From the first line of the records below through the line with "index tip: (205, 276)", output each line exactly; skip the pictures.
- Opening Delimiter -
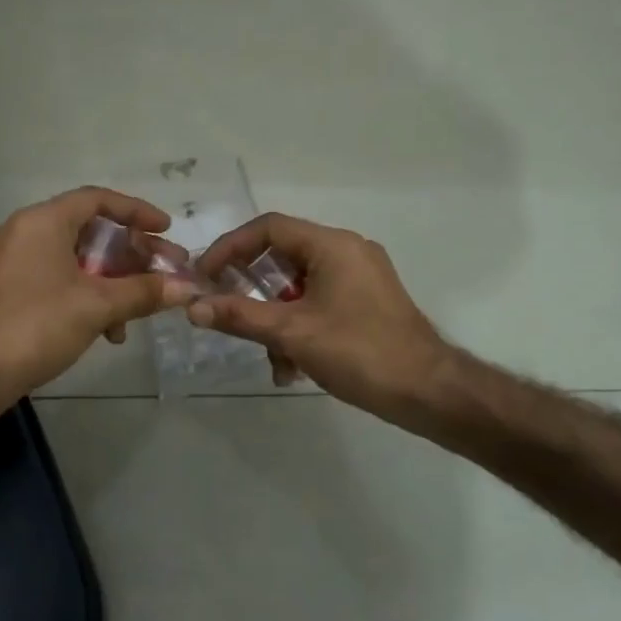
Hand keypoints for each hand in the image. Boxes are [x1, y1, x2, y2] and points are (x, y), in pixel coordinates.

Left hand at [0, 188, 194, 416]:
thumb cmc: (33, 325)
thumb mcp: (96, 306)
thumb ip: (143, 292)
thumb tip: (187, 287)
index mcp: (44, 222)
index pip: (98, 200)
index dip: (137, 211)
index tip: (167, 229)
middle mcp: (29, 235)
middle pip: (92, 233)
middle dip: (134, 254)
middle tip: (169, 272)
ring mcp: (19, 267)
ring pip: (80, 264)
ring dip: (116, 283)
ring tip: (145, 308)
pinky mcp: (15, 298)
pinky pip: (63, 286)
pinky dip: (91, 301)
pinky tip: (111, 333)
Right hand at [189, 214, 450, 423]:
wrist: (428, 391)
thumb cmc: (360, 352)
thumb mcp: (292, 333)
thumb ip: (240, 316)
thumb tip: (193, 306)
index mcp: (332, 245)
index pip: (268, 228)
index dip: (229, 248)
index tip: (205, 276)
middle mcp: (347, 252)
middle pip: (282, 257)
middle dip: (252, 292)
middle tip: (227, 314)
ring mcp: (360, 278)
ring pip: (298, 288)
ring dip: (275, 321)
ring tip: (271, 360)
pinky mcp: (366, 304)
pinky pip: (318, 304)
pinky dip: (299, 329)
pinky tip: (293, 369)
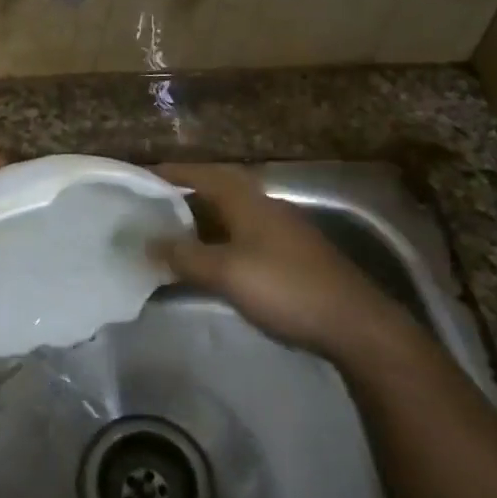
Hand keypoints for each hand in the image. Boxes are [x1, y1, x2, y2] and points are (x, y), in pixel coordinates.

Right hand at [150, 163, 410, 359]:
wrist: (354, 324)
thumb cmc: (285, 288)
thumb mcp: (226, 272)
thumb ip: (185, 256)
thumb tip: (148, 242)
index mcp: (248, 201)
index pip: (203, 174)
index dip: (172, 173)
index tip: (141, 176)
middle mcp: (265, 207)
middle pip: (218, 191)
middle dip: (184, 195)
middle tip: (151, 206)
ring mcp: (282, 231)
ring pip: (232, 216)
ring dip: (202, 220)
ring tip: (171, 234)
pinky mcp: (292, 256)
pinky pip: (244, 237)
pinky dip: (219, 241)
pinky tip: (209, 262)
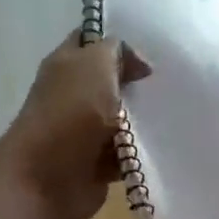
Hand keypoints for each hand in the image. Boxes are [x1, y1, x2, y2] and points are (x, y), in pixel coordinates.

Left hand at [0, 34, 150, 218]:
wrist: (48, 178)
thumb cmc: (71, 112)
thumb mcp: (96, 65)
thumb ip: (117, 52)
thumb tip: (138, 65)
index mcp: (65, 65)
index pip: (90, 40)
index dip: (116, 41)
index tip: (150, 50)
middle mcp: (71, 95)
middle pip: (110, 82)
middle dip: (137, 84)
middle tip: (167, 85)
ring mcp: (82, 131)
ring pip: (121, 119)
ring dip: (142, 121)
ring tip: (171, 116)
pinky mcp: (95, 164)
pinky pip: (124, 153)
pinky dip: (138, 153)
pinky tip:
- Closing Delimiter -
> _Answer to this problem_
Hand keypoints for each hand in the image. Boxes are [x1, y1, x2, y2] and points are (x, y), in pixel coordinates.

Left hand at [0, 188, 194, 416]:
thumb cmc: (33, 325)
thumb mcp: (96, 306)
thumb ip: (143, 292)
thumb tip: (187, 287)
index mcp: (44, 222)
index pip: (98, 200)
index dip: (137, 211)
index tip: (167, 229)
middle mcp: (29, 235)
middle pip: (92, 233)
middle dip: (134, 254)
middle tip: (169, 272)
ring mcp: (19, 267)
ring pip: (80, 264)
ring dip: (116, 283)
ring tip: (145, 308)
pinky mcp: (15, 298)
pinky pip: (63, 286)
pinky dip: (91, 301)
pinky tip: (111, 333)
Right hand at [189, 214, 450, 423]:
wrist: (428, 391)
thumb cmc: (360, 352)
thumb mcp: (292, 333)
thumb ip: (240, 316)
thumb tip: (193, 306)
index mcp: (332, 245)
index pip: (268, 228)
index dip: (229, 248)
index tip: (205, 276)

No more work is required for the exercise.